*** Records supplied Section Begins ***

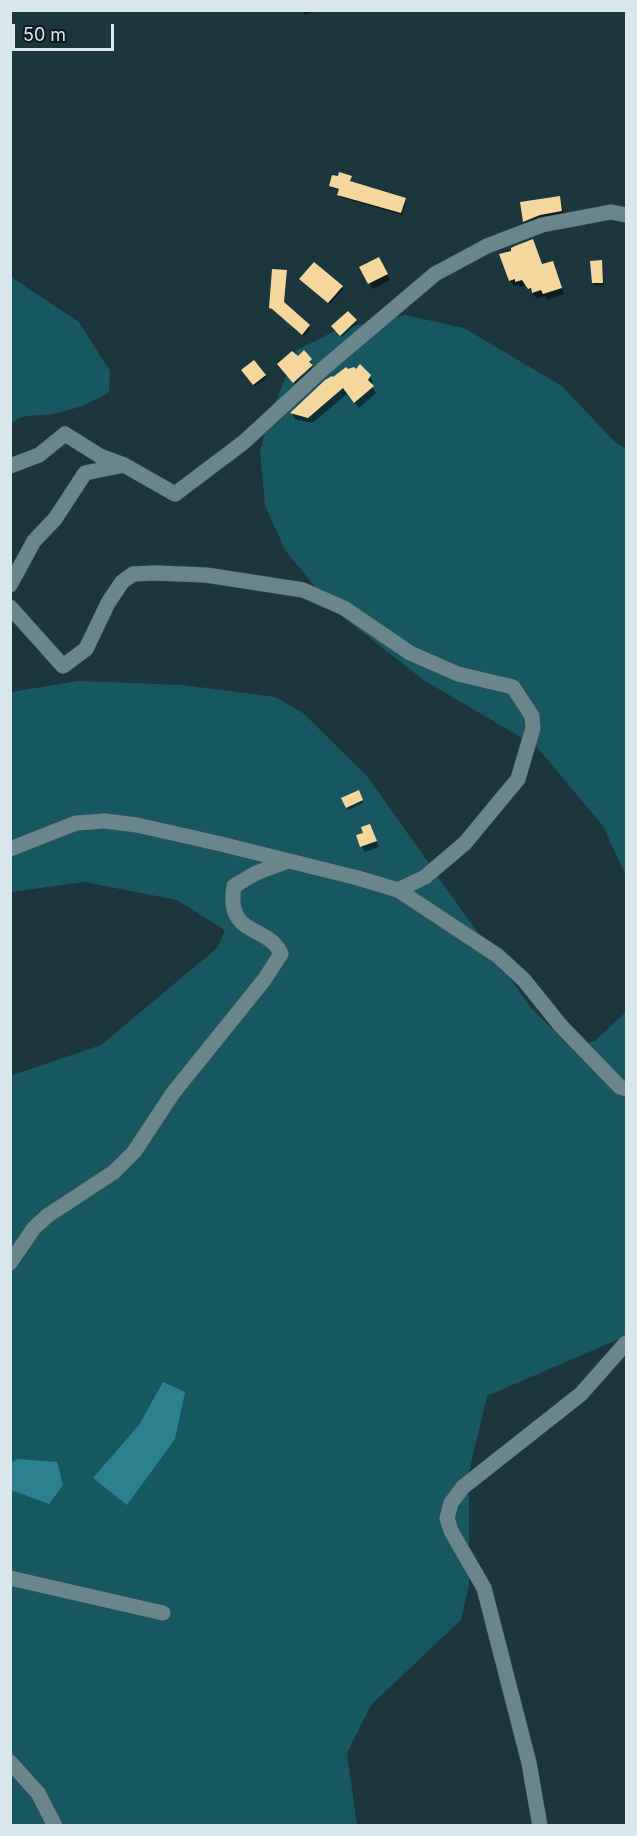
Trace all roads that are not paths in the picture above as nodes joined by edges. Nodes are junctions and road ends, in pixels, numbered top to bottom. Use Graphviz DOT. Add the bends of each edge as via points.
graph roads {
  1 [pos="627,215"];
  2 [pos="124,465"];
  3 [pos="10,466"];
  4 [pos="10,585"];
  5 [pos="10,607"];
  6 [pos="10,849"];
  7 [pos="288,861"];
  8 [pos="398,890"];
  9 [pos="627,1089"];
  10 [pos="10,1263"];
  11 [pos="627,1343"];
  12 [pos="10,1578"];
  13 [pos="164,1613"];
  14 [pos="10,1762"];
  15 [pos="55,1826"];
  16 [pos="540,1826"];
  1 -- 2 [label="street" via="611,212 542,225 487,246 435,274 244,442 175,494"];
  2 -- 3 [label="street" via="100,456 65,434 39,455"];
  2 -- 4 [label="street" via="85,473 55,519 34,541"];
  5 -- 8 [label="street" via="63,666 87,649 108,603 122,582 133,574 206,575 281,586 303,590 344,608 410,653 458,674 513,687 532,716 533,728 518,779 465,843 425,877"];
  6 -- 7 [label="street" via="76,823 105,820"];
  7 -- 8 [label="street"];
  7 -- 10 [label="street" via="234,886 231,903 237,918 278,945 281,954 264,980 173,1092 134,1152 114,1172 47,1216"];
  8 -- 9 [label="street" via="498,956 620,1087"];
  11 -- 16 [label="street" via="581,1394 463,1487 451,1503 447,1518 484,1588 529,1763"];
  12 -- 13 [label="street"];
  14 -- 15 [label="street" via="38,1793"];
}
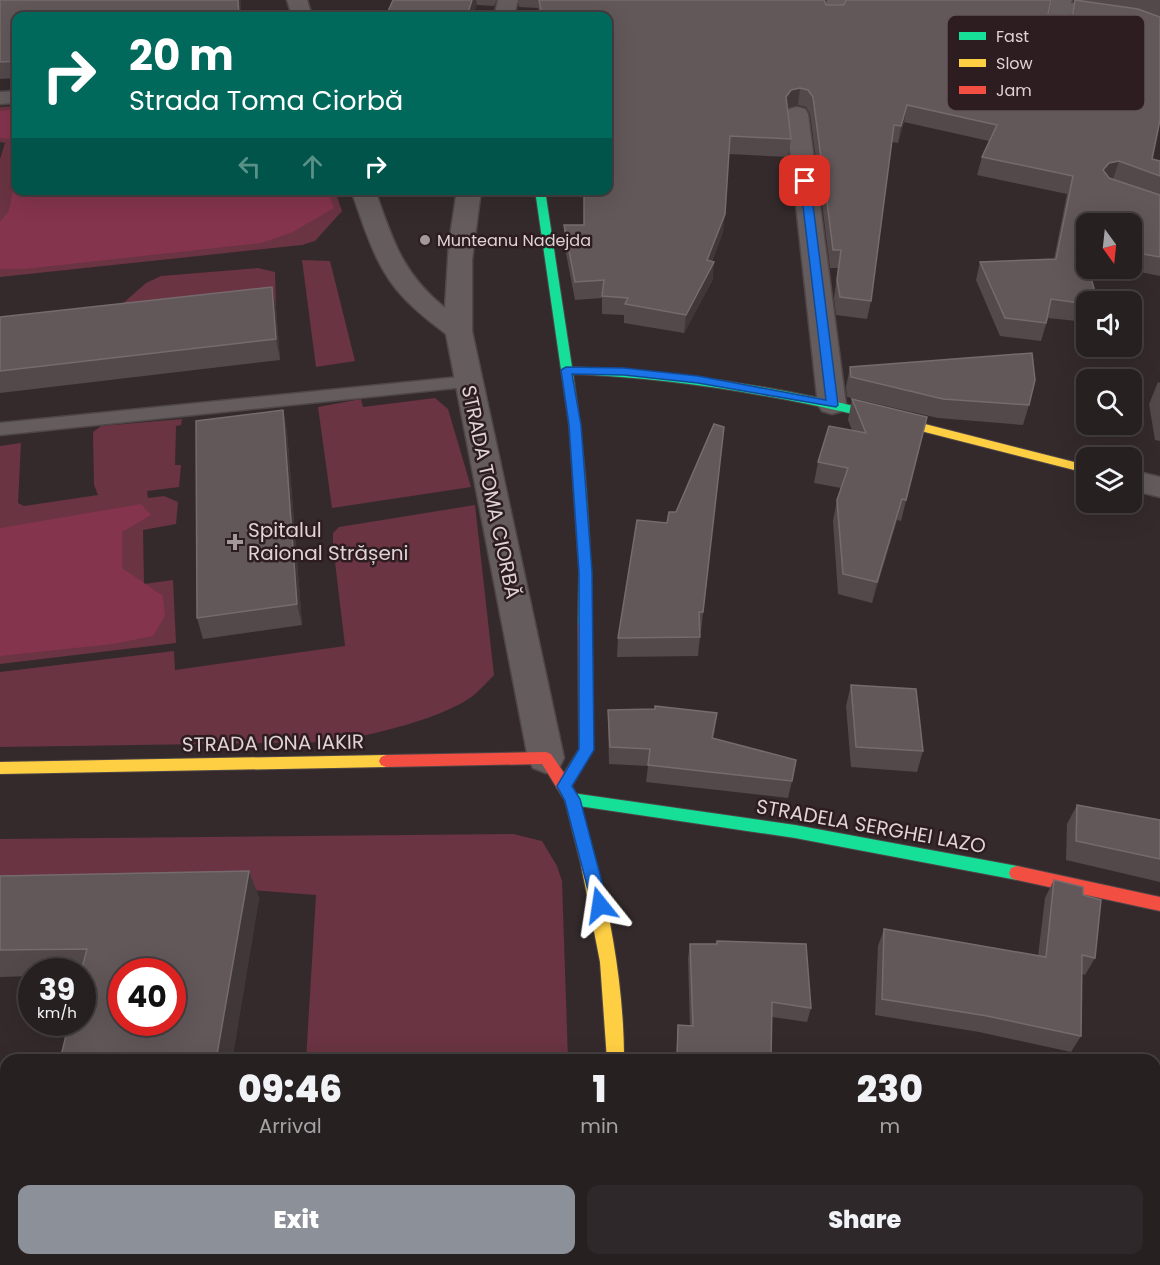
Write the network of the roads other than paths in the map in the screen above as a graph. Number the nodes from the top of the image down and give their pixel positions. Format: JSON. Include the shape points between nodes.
{"nodes":[{"id":1,"x":1061,"y":3,"type":"edge"},
{"id":2,"x":1123,"y":15,"type":"edge"},
{"id":3,"x":1145,"y":21,"type":"edge"},
{"id":4,"x":1160,"y":29,"type":"edge"},
{"id":5,"x":797,"y":114,"type":"dead end"},
{"id":6,"x":365,"y":195,"type":"edge"},
{"id":7,"x":468,"y":195,"type":"edge"},
{"id":8,"x":541,"y":195,"type":"edge"},
{"id":9,"x":459,"y":332,"type":"junction"},
{"id":10,"x":566,"y":370,"type":"junction"},
{"id":11,"x":468,"y":382,"type":"junction"},
{"id":12,"x":832,"y":405,"type":"junction"},
{"id":13,"x":0,"y":429,"type":"edge"},
{"id":14,"x":1076,"y":466,"type":"edge"},
{"id":15,"x":1142,"y":483,"type":"edge"},
{"id":16,"x":1160,"y":487,"type":"edge"},
{"id":17,"x":546,"y":758,"type":"junction"},
{"id":18,"x":0,"y":768,"type":"edge"},
{"id":19,"x":564,"y":786,"type":"junction"},
{"id":20,"x":572,"y":799,"type":"junction"},
{"id":21,"x":1160,"y":904,"type":"edge"},
{"id":22,"x":616,"y":1054,"type":"edge"}],
"edges":[{"from":1,"to":2,"type":"street"},
{"from":3,"to":4,"type":"street"},
{"from":5,"to":12,"type":"street"},
{"from":6,"to":9,"type":"street","via":[[384,247],[401,278]]},
{"from":7,"to":9,"type":"street","name":"STRADA TOMA CIORBĂ","via":[[462,226]]},
{"from":8,"to":10,"type":"street"},
{"from":9,"to":11,"type":"street","name":"STRADA TOMA CIORBĂ"},
{"from":10,"to":12,"type":"street","via":[[698,379]]},
{"from":10,"to":19,"type":"street","via":[[575,425],[585,572],[586,750]]},
{"from":11,"to":13,"type":"lane"},
{"from":11,"to":17,"type":"street","name":"STRADA TOMA CIORBĂ"},
{"from":12,"to":14,"type":"street"},
{"from":15,"to":16,"type":"street"},
{"from":17,"to":18,"type":"street","name":"STRADA IONA IAKIR"},
{"from":17,"to":19,"type":"street","name":"STRADA TOMA CIORBĂ"},
{"from":19,"to":20,"type":"street","name":"STRADA TOMA CIORBĂ"},
{"from":20,"to":21,"type":"street","name":"STRADELA SERGHEI LAZO","via":[[682,813],[933,855]]},
{"from":20,"to":22,"type":"street","name":"STRADA TOMA CIORBĂ","via":[[600,905],[613,996]]}]}
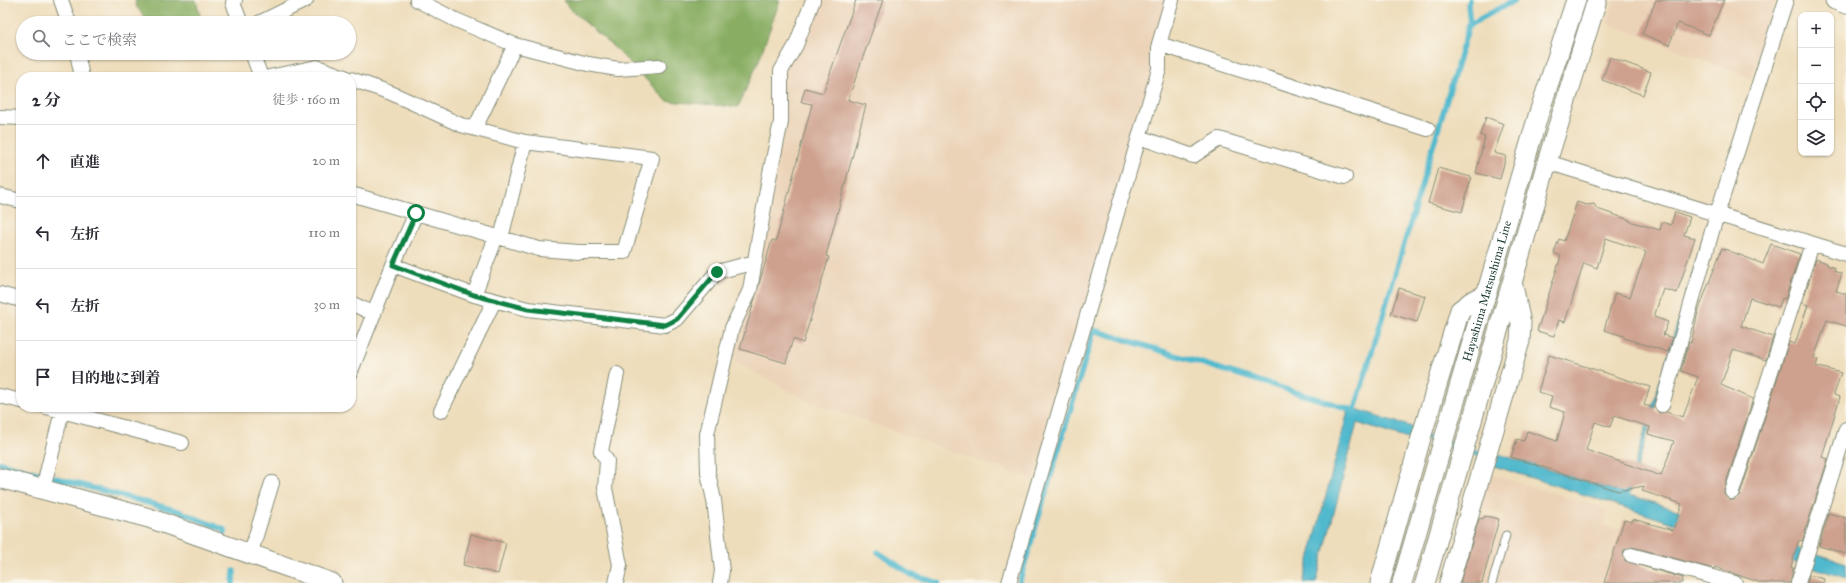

*** Records supplied Section Ends ***

What the task requires:
Repeat the records above word for word, keeping no pictures in the copy.

Solution to this task:
Trace all roads that are not paths in the picture above as nodes joined by edges. Nodes are junctions and road ends, in pixels, numbered top to bottom. Use Graphviz DOT. Add the bends of each edge as via points.
graph roads {
  1 [pos="627,215"];
  2 [pos="124,465"];
  3 [pos="10,466"];
  4 [pos="10,585"];
  5 [pos="10,607"];
  6 [pos="10,849"];
  7 [pos="288,861"];
  8 [pos="398,890"];
  9 [pos="627,1089"];
  10 [pos="10,1263"];
  11 [pos="627,1343"];
  12 [pos="10,1578"];
  13 [pos="164,1613"];
  14 [pos="10,1762"];
  15 [pos="55,1826"];
  16 [pos="540,1826"];
  1 -- 2 [label="street" via="611,212 542,225 487,246 435,274 244,442 175,494"];
  2 -- 3 [label="street" via="100,456 65,434 39,455"];
  2 -- 4 [label="street" via="85,473 55,519 34,541"];
  5 -- 8 [label="street" via="63,666 87,649 108,603 122,582 133,574 206,575 281,586 303,590 344,608 410,653 458,674 513,687 532,716 533,728 518,779 465,843 425,877"];
  6 -- 7 [label="street" via="76,823 105,820"];
  7 -- 8 [label="street"];
  7 -- 10 [label="street" via="234,886 231,903 237,918 278,945 281,954 264,980 173,1092 134,1152 114,1172 47,1216"];
  8 -- 9 [label="street" via="498,956 620,1087"];
  11 -- 16 [label="street" via="581,1394 463,1487 451,1503 447,1518 484,1588 529,1763"];
  12 -- 13 [label="street"];
  14 -- 15 [label="street" via="38,1793"];
}
Write the network of the roads other than paths in the map in the screen above as a graph. Number the nodes from the top of the image down and give their pixel positions. Format: JSON. Include the shape points between nodes.
{"nodes":[{"id":1,"x":1061,"y":3,"type":"edge"},
{"id":2,"x":1123,"y":15,"type":"edge"},
{"id":3,"x":1145,"y":21,"type":"edge"},
{"id":4,"x":1160,"y":29,"type":"edge"},
{"id":5,"x":797,"y":114,"type":"dead end"},
{"id":6,"x":365,"y":195,"type":"edge"},
{"id":7,"x":468,"y":195,"type":"edge"},
{"id":8,"x":541,"y":195,"type":"edge"},
{"id":9,"x":459,"y":332,"type":"junction"},
{"id":10,"x":566,"y":370,"type":"junction"},
{"id":11,"x":468,"y":382,"type":"junction"},
{"id":12,"x":832,"y":405,"type":"junction"},
{"id":13,"x":0,"y":429,"type":"edge"},
{"id":14,"x":1076,"y":466,"type":"edge"},
{"id":15,"x":1142,"y":483,"type":"edge"},
{"id":16,"x":1160,"y":487,"type":"edge"},
{"id":17,"x":546,"y":758,"type":"junction"},
{"id":18,"x":0,"y":768,"type":"edge"},
{"id":19,"x":564,"y":786,"type":"junction"},
{"id":20,"x":572,"y":799,"type":"junction"},
{"id":21,"x":1160,"y":904,"type":"edge"},
{"id":22,"x":616,"y":1054,"type":"edge"}],
"edges":[{"from":1,"to":2,"type":"street"},
{"from":3,"to":4,"type":"street"},
{"from":5,"to":12,"type":"street"},
{"from":6,"to":9,"type":"street","via":[[384,247],[401,278]]},
{"from":7,"to":9,"type":"street","name":"STRADA TOMA CIORBĂ","via":[[462,226]]},
{"from":8,"to":10,"type":"street"},
{"from":9,"to":11,"type":"street","name":"STRADA TOMA CIORBĂ"},
{"from":10,"to":12,"type":"street","via":[[698,379]]},
{"from":10,"to":19,"type":"street","via":[[575,425],[585,572],[586,750]]},
{"from":11,"to":13,"type":"lane"},
{"from":11,"to":17,"type":"street","name":"STRADA TOMA CIORBĂ"},
{"from":12,"to":14,"type":"street"},
{"from":15,"to":16,"type":"street"},
{"from":17,"to":18,"type":"street","name":"STRADA IONA IAKIR"},
{"from":17,"to":19,"type":"street","name":"STRADA TOMA CIORBĂ"},
{"from":19,"to":20,"type":"street","name":"STRADA TOMA CIORBĂ"},
{"from":20,"to":21,"type":"street","name":"STRADELA SERGHEI LAZO","via":[[682,813],[933,855]]},
{"from":20,"to":22,"type":"street","name":"STRADA TOMA CIORBĂ","via":[[600,905],[613,996]]}]}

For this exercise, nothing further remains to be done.